Involvement of multiple transporters in the oral absorption of nucleoside analogues

Abstract

Many nucleoside analogues such as azt, ddI, ddC, d4T, 3TC, acv and vacv are currently being used in the treatment of patients infected with HIV, suffering from AIDS, or AIDS-related opportunistic infections. The transport of nucleoside analogues across the gastrointestinal tract is mediated by a number of transporters that fall into three broad categories, i.e., Na(+)-dependent concentrative transporters, Na(+)-independent equilibrative transporters and H(+)/peptide transporters.
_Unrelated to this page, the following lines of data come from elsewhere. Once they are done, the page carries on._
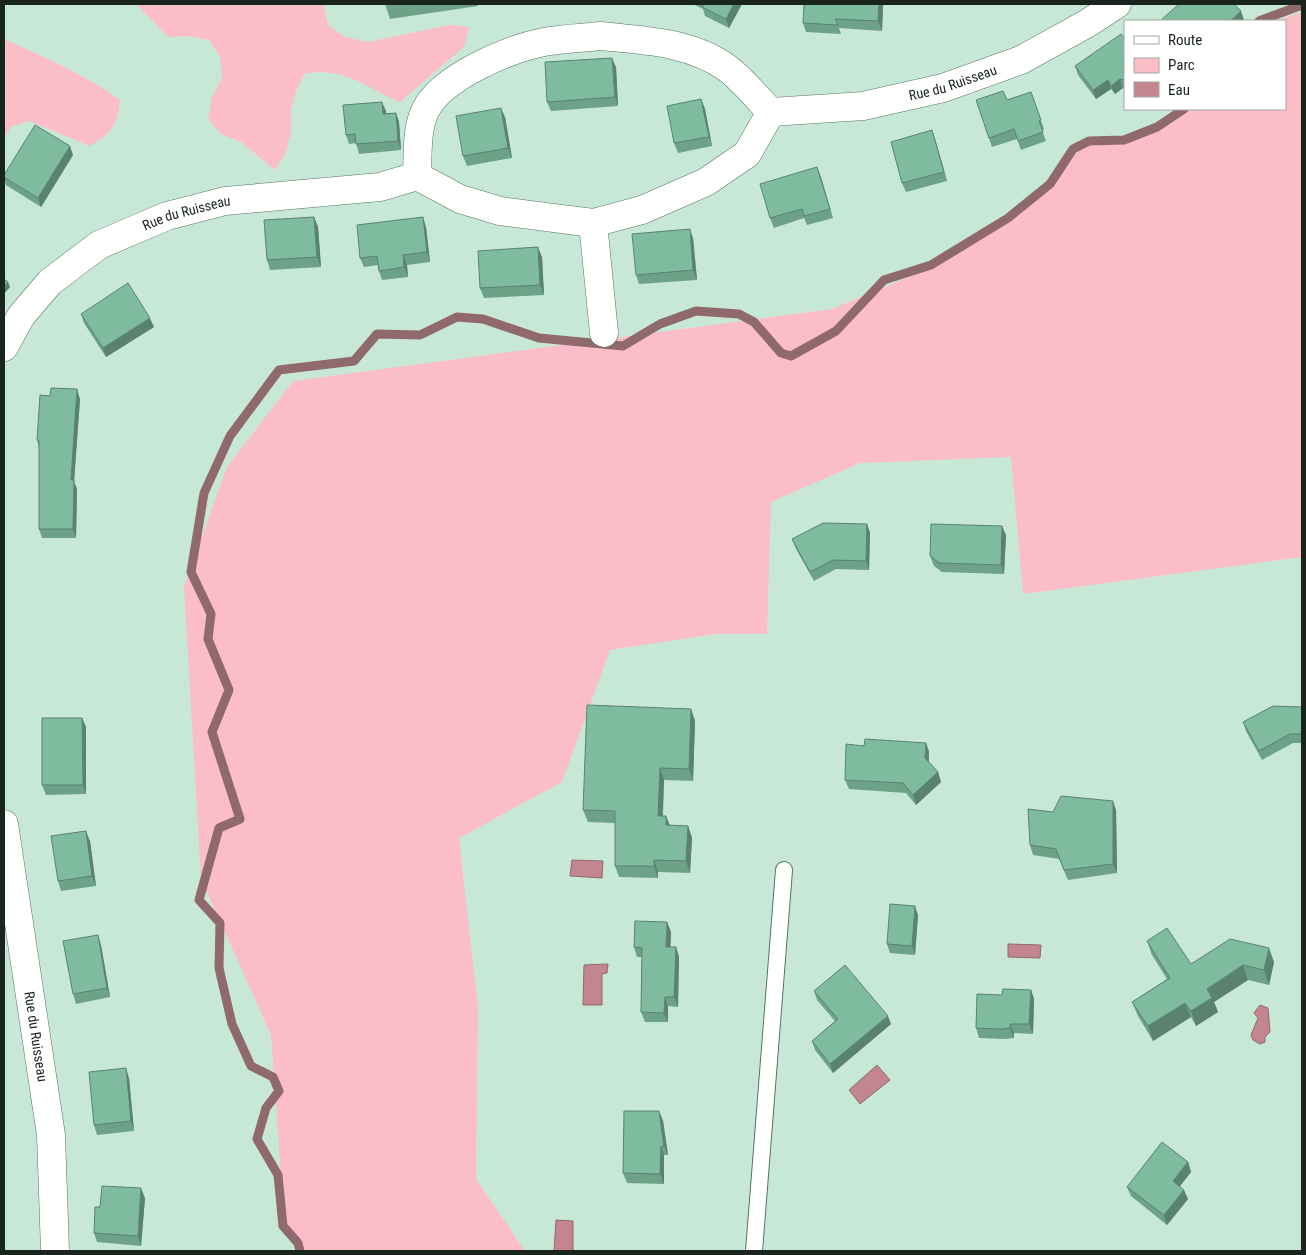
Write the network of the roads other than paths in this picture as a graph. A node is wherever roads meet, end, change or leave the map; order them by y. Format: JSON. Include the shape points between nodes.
{"nodes":[{"id":1,"x":1117,"y":4,"type":"edge"},
{"id":2,"x":771,"y":112,"type":"junction"},
{"id":3,"x":417,"y":176,"type":"junction"},
{"id":4,"x":593,"y":223,"type":"junction"},
{"id":5,"x":604,"y":333,"type":"dead end"},
{"id":6,"x":4,"y":347,"type":"edge"},
{"id":7,"x":4,"y":824,"type":"edge"},
{"id":8,"x":784,"y":870,"type":"dead end"},
{"id":9,"x":54,"y":1251,"type":"edge"},
{"id":10,"x":754,"y":1251,"type":"edge"}],
"edges":[{"from":1,"to":2,"type":"street","name":"Rue du Ruisseau","via":[[1021,60],[943,88],[863,106]]},
{"from":2,"to":3,"type":"street","via":[[727,68],[688,49],[652,41],[601,36],[543,42],[490,58],[444,87],[425,111],[418,146]]},
{"from":2,"to":4,"type":"street","via":[[747,154],[706,182],[642,210]]},
{"from":3,"to":4,"type":"street","via":[[460,199],[500,211]]},
{"from":3,"to":6,"type":"street","name":"Rue du Ruisseau","via":[[380,186],[225,201],[167,216],[99,245],[50,282],[21,316]]},
{"from":4,"to":5,"type":"street"},
{"from":7,"to":9,"type":"street","name":"Rue du Ruisseau","via":[[50,1135]]},
{"from":8,"to":10,"type":"lane"}]}
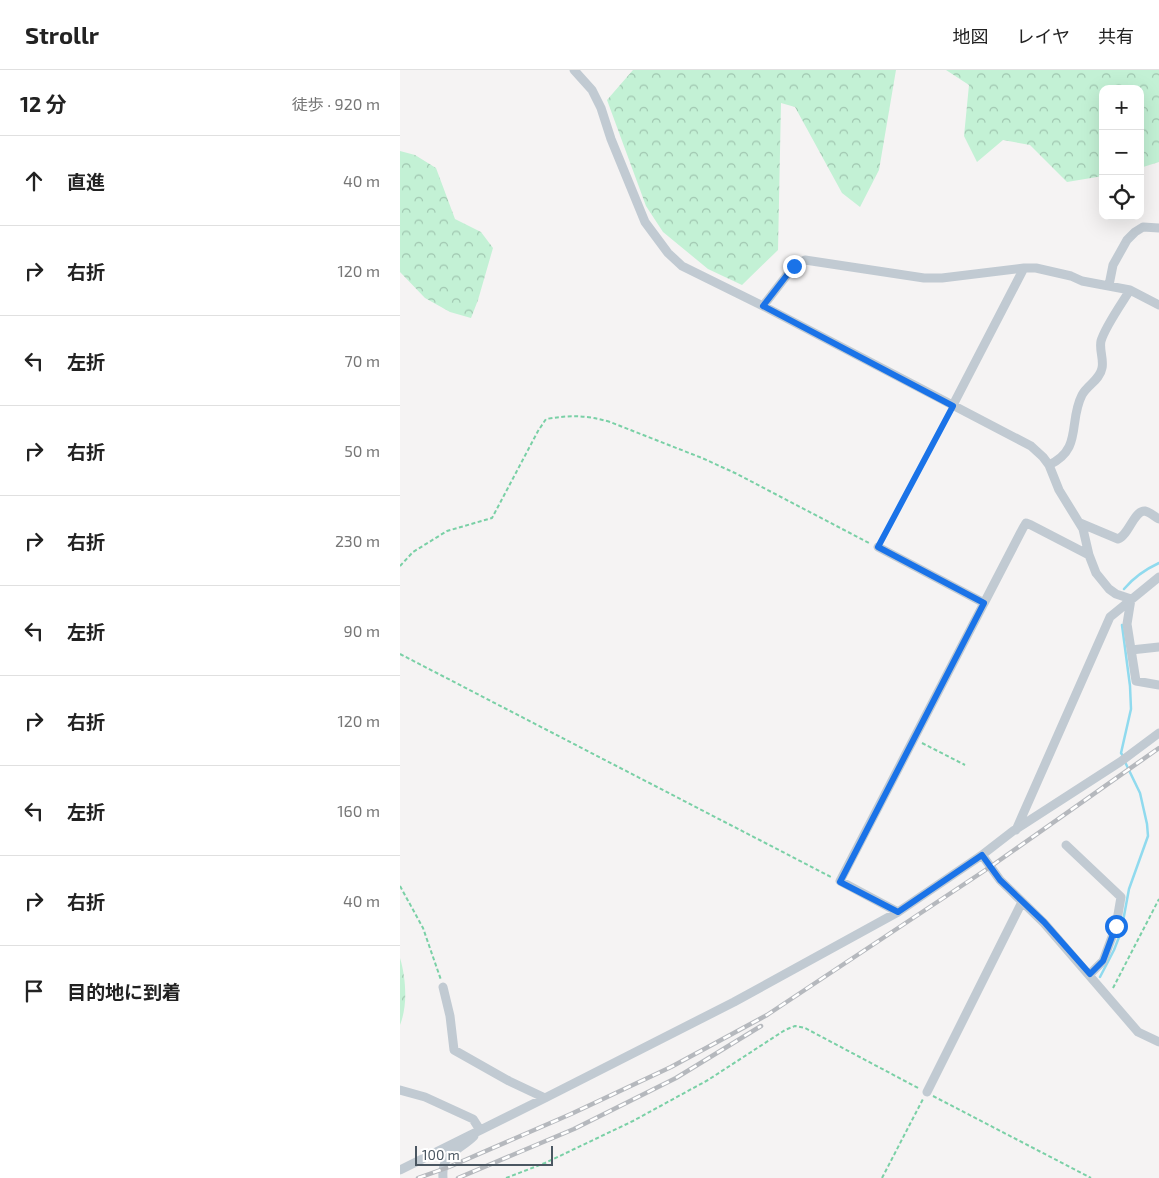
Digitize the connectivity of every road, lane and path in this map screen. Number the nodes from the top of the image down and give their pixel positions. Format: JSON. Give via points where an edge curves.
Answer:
{"nodes":[{"id":1,"x":574,"y":70,"type":"edge"},
{"id":2,"x":1159,"y":228,"type":"edge"},
{"id":3,"x":1024,"y":268,"type":"junction"},
{"id":4,"x":1108,"y":285,"type":"junction"},
{"id":5,"x":1130,"y":290,"type":"junction"},
{"id":6,"x":763,"y":306,"type":"junction"},
{"id":7,"x":1159,"y":306,"type":"edge"},
{"id":8,"x":953,"y":406,"type":"junction"},
{"id":9,"x":1049,"y":465,"type":"junction"},
{"id":10,"x":1159,"y":519,"type":"edge"},
{"id":11,"x":1080,"y":523,"type":"junction"},
{"id":12,"x":878,"y":547,"type":"junction"},
{"id":13,"x":1088,"y":554,"type":"junction"},
{"id":14,"x":400,"y":566,"type":"edge"},
{"id":15,"x":1159,"y":578,"type":"edge"},
{"id":16,"x":1130,"y":599,"type":"junction"},
{"id":17,"x":984,"y":603,"type":"junction"},
{"id":18,"x":1159,"y":647,"type":"edge"},
{"id":19,"x":1131,"y":650,"type":"junction"},
{"id":20,"x":400,"y":654,"type":"edge"},
{"id":21,"x":1159,"y":685,"type":"edge"},
{"id":22,"x":1159,"y":733,"type":"edge"},
{"id":23,"x":913,"y":738,"type":"junction"},
{"id":24,"x":965,"y":766,"type":"dead end"},
{"id":25,"x":1016,"y":830,"type":"junction"},
{"id":26,"x":1066,"y":845,"type":"dead end"},
{"id":27,"x":982,"y":855,"type":"junction"},
{"id":28,"x":840,"y":882,"type":"junction"},
{"id":29,"x":400,"y":886,"type":"edge"},
{"id":30,"x":1159,"y":899,"type":"edge"},
{"id":31,"x":1022,"y":902,"type":"junction"},
{"id":32,"x":898,"y":912,"type":"junction"},
{"id":33,"x":1090,"y":974,"type":"junction"},
{"id":34,"x":443,"y":987,"type":"joint"},
{"id":35,"x":1108,"y":998,"type":"junction"},
{"id":36,"x":1159,"y":1042,"type":"edge"},
{"id":37,"x":400,"y":1090,"type":"edge"},
{"id":38,"x":927,"y":1092,"type":"junction"},
{"id":39,"x":545,"y":1098,"type":"junction"},
{"id":40,"x":480,"y":1130,"type":"junction"},
{"id":41,"x":400,"y":1170,"type":"edge"},
{"id":42,"x":443,"y":1178,"type":"edge"},
{"id":43,"x":506,"y":1178,"type":"edge"},
{"id":44,"x":882,"y":1178,"type":"edge"},
{"id":45,"x":1091,"y":1178,"type":"edge"}],
"edges":[{"from":1,"to":6,"type":"street","via":[[592,90],[645,222],[668,253],[682,266]]},
{"from":2,"to":4,"type":"street","via":[[1143,227],[1127,240],[1112,265]]},
{"from":3,"to":4,"type":"street"},
{"from":3,"to":6,"type":"street","via":[[924,278],[805,260],[794,266]]},
{"from":3,"to":8,"type":"street"},
{"from":4,"to":5,"type":"street"},
{"from":5,"to":7,"type":"street"},
{"from":5,"to":9,"type":"street","via":[[1101,342],[1102,370],[1078,404],[1070,448]]},
{"from":6,"to":8,"type":"street"},
{"from":8,"to":9,"type":"street","via":[[1031,446]]},
{"from":8,"to":12,"type":"path"},
{"from":9,"to":11,"type":"street","via":[[1059,490]]},
{"from":10,"to":11,"type":"street","via":[[1141,512],[1124,536],[1118,539]]},
{"from":11,"to":13,"type":"street"},
{"from":12,"to":14,"type":"path","via":[[702,458],[595,417],[569,415],[546,419],[492,518],[447,531],[413,552]]},
{"from":12,"to":17,"type":"street"},
{"from":13,"to":16,"type":"street","via":[[1096,573],[1109,589]]},
{"from":13,"to":17,"type":"street","via":[[1026,523]]},
{"from":15,"to":16,"type":"street"},
{"from":16,"to":19,"type":"street","via":[[1127,624]]},
{"from":16,"to":25,"type":"street","via":[[1110,617]]},
{"from":17,"to":23,"type":"street"},
{"from":18,"to":19,"type":"street"},
{"from":19,"to":21,"type":"street","via":[[1136,681]]},
{"from":20,"to":28,"type":"path"},
{"from":22,"to":25,"type":"street"},
{"from":23,"to":24,"type":"path"},
{"from":23,"to":28,"type":"street"},
{"from":25,"to":27,"type":"street"},
{"from":26,"to":33,"type":"street","via":[[1121,897],[1116,926],[1103,961]]},
{"from":27,"to":31,"type":"street"},
{"from":27,"to":32,"type":"street"},
{"from":28,"to":32,"type":"street"},
{"from":29,"to":34,"type":"path","via":[[423,928]]},
{"from":30,"to":35,"type":"path"},
{"from":31,"to":33,"type":"street"},
{"from":31,"to":38,"type":"street"},
{"from":32,"to":39,"type":"street","via":[[734,1002]]},
{"from":33,"to":35,"type":"street"},
{"from":34,"to":39,"type":"street","via":[[454,1050],[509,1082]]},
{"from":35,"to":36,"type":"street","via":[[1138,1032]]},
{"from":37,"to":40,"type":"street","via":[[425,1097],[473,1119]]},
{"from":38,"to":43,"type":"path","via":[[795,1026],[708,1080],[633,1121]]},
{"from":38,"to":44,"type":"path"},
{"from":38,"to":45,"type":"path"},
{"from":39,"to":40,"type":"street"},
{"from":40,"to":41,"type":"street"},
{"from":40,"to":42,"type":"street","via":[[444,1162]]}]}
The first two transporter classes contain a large number of subtypes that are based on the substrate specificity. Recent studies have shown that most of the anti-HIV nucleoside analogues are transported by one or more of the nucleoside transporters. Furthermore, certain analogues, such as acv, appear to be absorbed by non-carrier-mediated diffusion, whereas vacv is apparently transported by non-nucleoside transporters (e.g., the oligopeptide transporter, PepT1 and possibly others). Thus, it is desirable to understand the precise nature of the absorption mechanism of these drugs to improve bioavailability and reduce the variability that is commonly observed in vivo in human patients. A complete understanding of the complex interactions of nucleoside analogues with the various transporters will help in designing better delivery systems and strategies to improve efficacy. In the current report, the mechanisms of nucleoside and nucleoside-analogue transport are reviewed. Also, methods of exploiting prodrugs to improve the bioavailability characteristics of drugs are highlighted.